Ohne Moral geht´s in der Werbung nicht? published on

Text: Pepo Meia, David Herrmann
Nikolaus Kunrath (Grüne) fordert im Wiener Gemeinderat, dass künftig keine diskriminierenden Werbekampagnen mehr durchgeführt werden. Der Antrag wurde abgelehnt.
Werbung und Moral – zwei Begriffe, die einander ausschließen oder doch miteinander in Verbindung stehen sollten. Die Grundidee ist einfach: Werbende wollen ihre Botschaften, Dienstleistungen oder Produkte visuell einem breiten Publikum zugänglich machen. Das Ziel: Hohe Umsätze und ein steigender Bekanntheitsgrad durch die jeweilige Kampagne. 

Passend dazu ist momentan auf einem Plakat des Österreichischen Werberats zu lesen: „Die Moral von der Geschicht: Ohne Moral geht’s in der Werbung nicht.“ (siehe Foto)

Foto: Niels Cimpa

Doch gerade diese moralischen Standards werden manchmal untergraben, wie ein aktueller Fall zeigt: 
Im Oktober 2021 sorgte eine diskriminierende Werbekampagne von BILLA für Entrüstung und zog viel Kritik nach sich. Auf den Plakaten war unter anderem der Aufdruck „Mit einer Behinderung wirst du nicht gebraucht“ zu sehen. In einer zweiten Plakat-Serie wollte man anschließend die provozierten Botschaften durch neue ersetzen. Diese sollte „Mit einer Behinderung wirst du gebraucht“ lauten. Der Lebensmittelkonzern begründete die Kampagne im Nachhinein damit, dass man so auf die Arbeitsplatzsituation von Menschen mit Behinderungen aufmerksam machen wollte. 

Die Reaktionen vielen negativ aus. Zahlreiche Behindertenorganisationen zeigten sich empört. Über 20 Beschwerden wurden beim Österreichischen Werberat eingebracht. Dieser stufte die Kampagne als diskriminierend ein und sah darin eine Verletzung des Ehtikkodex der Werbewirtschaft. Er sprach zur „Nicht gebraucht“-Kampagne einen sofortigen Stopp aus- die Plakate wurden entfernt, bzw. sofort aufgelöst. Eine Geldstrafe zog diese Verurteilung des Werberates nicht nach sich.
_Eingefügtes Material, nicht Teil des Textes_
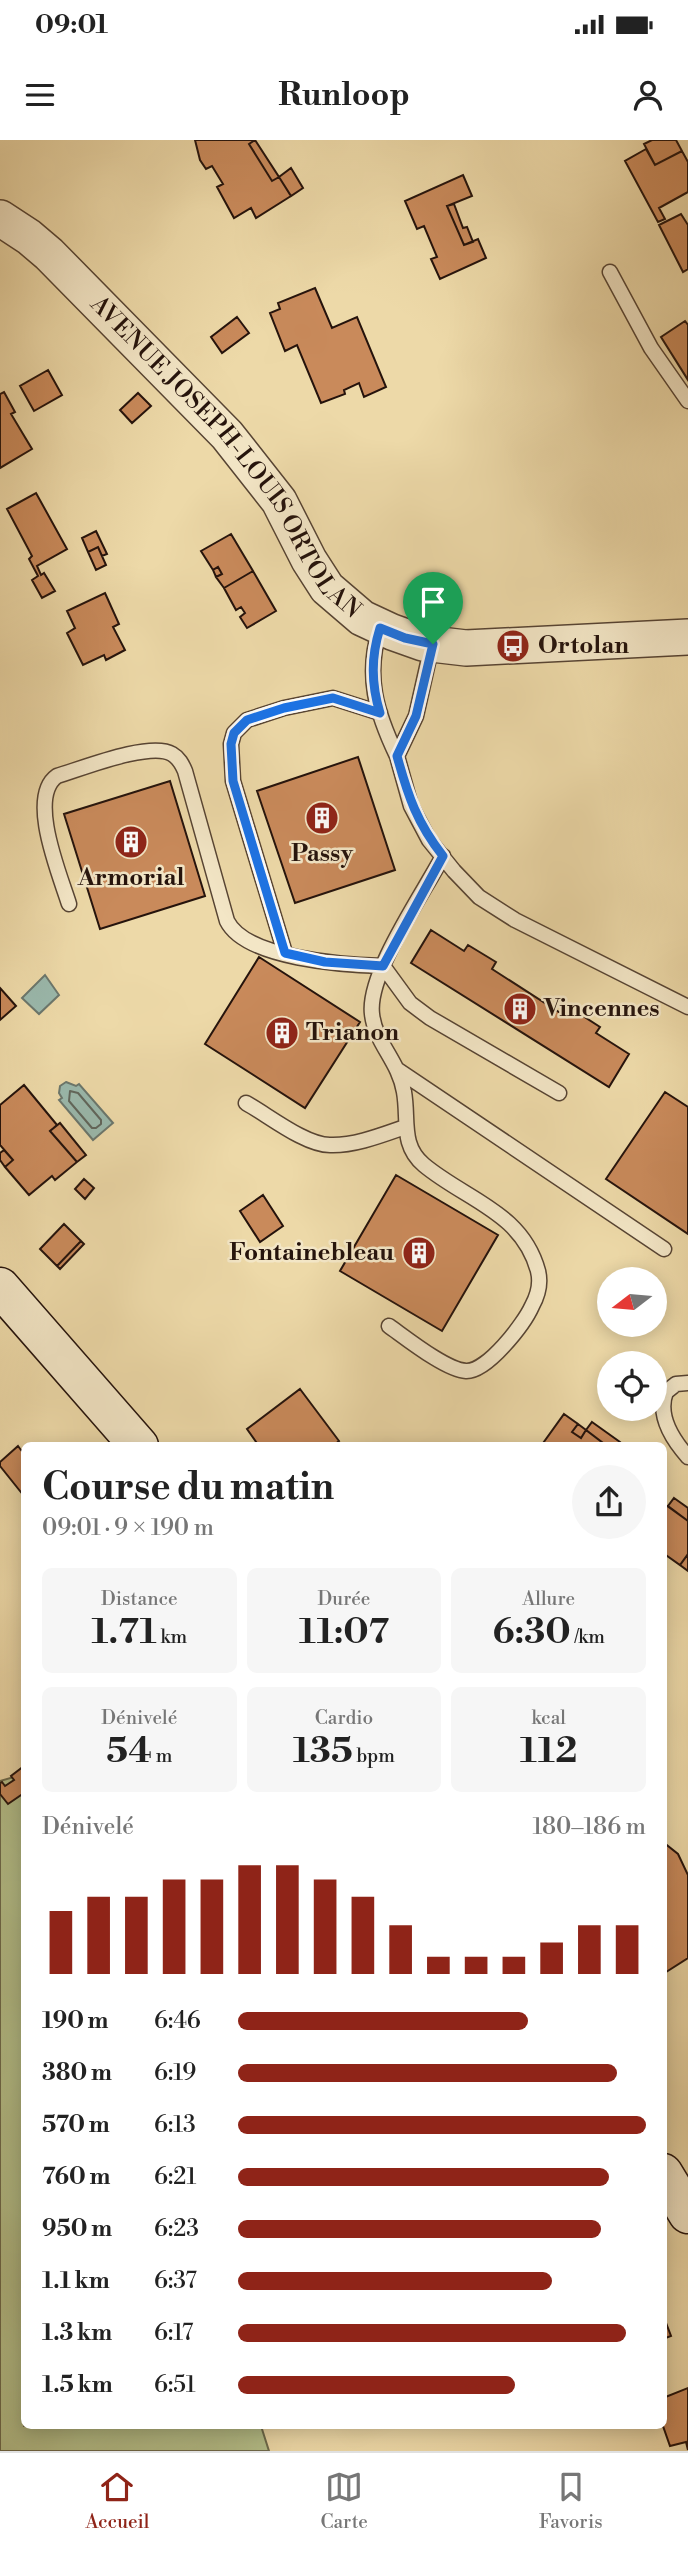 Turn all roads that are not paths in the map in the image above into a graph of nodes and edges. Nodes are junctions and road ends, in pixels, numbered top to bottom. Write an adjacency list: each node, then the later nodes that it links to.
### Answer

Auch die Politik befasste sich mit dieser missglückten Kampagne. Sozialminister Wolfgang Mückstein (Grüne) kritisierte die Werbung, er stelle sich mit aller Deutlichkeit gegen diese diskriminierende, verletzende und potentiell retraumatisierende Werbung, wie Mückstein betonte. 

Am 28. Oktober 2021 wurde diese Causa auch im Wiener Gemeinderat thematisiert wie auch BIZEPS online berichtete. Nikolaus Kunrath (Grüne) forderte, dass in Hinkunft dafür Sorge zu tragen ist, keine diskriminierenden Werbekampagnen mehr durchzuführen. Die Grünen brachten auch einen Antrag beim zuständigen Stadtrat Peter Hanke (SPÖ) ein, der mit der Fachgruppe Werbung in der Wiener Wirtschaftskammer in Kontakt treten solle, um solche Werbungen künftig zu vermeiden. Kunrath argumentierte, das, was Menschen ohnehin schon über Menschen mit Behinderungen denken, würde durch eine solche Kampagne immer wieder bestätigt. Außerdem brenne sich solch ein Denkverhalten zudem durch den täglichen Sichtkontakt weiter ein. Es sei bedauerlich, dass die GEWISTA nicht gegen die Plakat-Kampagne eingeschritten sei. Der Antrag der Grünen wurde zwar von der ÖVP unterstützt, die Mehrheit, SPÖ, NEOS und FPÖ stimmten allerdings dagegen.

Doch neben den ethnischen und moralischen Versäumnissen, stellte sich in diesem Zusammenhang auch eine rechtliche Frage: Werbeplakate (Kampagnen) müssen – wie andere Medienwerke auch – ein Impressum aufweisen, damit man erkennt, wer für dieses Plakat (Kampagne) die Verantwortung trägt. 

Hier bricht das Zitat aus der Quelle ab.